WHAT YOU WILL DO:
Show every line from the entries that follow which holds the word "الربذ".
START STORED DATA
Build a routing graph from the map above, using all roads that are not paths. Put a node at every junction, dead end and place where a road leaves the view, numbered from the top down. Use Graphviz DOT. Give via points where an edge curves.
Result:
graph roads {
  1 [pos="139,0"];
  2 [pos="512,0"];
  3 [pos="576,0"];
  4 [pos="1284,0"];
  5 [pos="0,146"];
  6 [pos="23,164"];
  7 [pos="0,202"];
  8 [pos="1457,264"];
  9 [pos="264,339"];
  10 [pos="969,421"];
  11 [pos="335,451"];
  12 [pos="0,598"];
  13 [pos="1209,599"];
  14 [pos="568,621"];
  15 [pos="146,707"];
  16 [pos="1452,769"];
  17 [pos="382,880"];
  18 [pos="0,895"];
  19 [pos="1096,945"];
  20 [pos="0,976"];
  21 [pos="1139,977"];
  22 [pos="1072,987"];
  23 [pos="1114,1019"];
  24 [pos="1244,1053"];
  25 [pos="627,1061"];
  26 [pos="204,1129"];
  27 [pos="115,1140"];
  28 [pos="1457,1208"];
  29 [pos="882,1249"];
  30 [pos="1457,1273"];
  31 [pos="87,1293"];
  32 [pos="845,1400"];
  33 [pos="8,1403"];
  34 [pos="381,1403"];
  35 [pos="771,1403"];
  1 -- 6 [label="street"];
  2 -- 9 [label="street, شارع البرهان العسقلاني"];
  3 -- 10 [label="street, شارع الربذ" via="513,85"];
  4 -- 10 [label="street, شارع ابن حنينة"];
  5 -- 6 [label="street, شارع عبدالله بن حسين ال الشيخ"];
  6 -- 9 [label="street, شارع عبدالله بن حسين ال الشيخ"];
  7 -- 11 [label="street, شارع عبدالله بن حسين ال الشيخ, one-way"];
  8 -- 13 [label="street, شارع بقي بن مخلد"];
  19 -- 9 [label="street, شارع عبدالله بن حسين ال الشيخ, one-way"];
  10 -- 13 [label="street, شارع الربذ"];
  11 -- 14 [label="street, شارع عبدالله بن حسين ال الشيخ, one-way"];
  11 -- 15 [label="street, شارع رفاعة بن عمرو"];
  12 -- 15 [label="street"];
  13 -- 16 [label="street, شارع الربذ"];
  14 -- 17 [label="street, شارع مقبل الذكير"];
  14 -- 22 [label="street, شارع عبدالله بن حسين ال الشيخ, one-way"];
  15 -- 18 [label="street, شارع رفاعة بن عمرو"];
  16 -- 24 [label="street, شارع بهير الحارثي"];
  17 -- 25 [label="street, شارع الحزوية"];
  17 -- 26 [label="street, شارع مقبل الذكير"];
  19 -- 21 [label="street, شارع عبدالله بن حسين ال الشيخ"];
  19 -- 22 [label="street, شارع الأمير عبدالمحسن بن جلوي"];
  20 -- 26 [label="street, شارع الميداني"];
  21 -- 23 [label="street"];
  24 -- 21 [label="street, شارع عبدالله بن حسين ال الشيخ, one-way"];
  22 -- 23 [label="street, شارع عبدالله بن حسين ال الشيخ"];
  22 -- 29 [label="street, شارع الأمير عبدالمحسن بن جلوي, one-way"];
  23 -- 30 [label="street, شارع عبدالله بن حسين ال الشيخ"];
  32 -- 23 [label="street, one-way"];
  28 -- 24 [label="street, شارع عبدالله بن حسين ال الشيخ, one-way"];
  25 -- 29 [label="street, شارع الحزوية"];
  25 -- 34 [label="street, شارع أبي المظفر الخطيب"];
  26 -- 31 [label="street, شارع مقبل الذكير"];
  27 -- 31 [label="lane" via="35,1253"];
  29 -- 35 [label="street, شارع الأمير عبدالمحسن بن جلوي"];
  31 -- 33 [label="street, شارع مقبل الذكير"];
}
END STORED DATA
EXERCISE OUTPUT:
  3 -- 10 [label="street, شارع الربذ" via="513,85"];
  10 -- 13 [label="street, شارع الربذ"];
  13 -- 16 [label="street, شارع الربذ"];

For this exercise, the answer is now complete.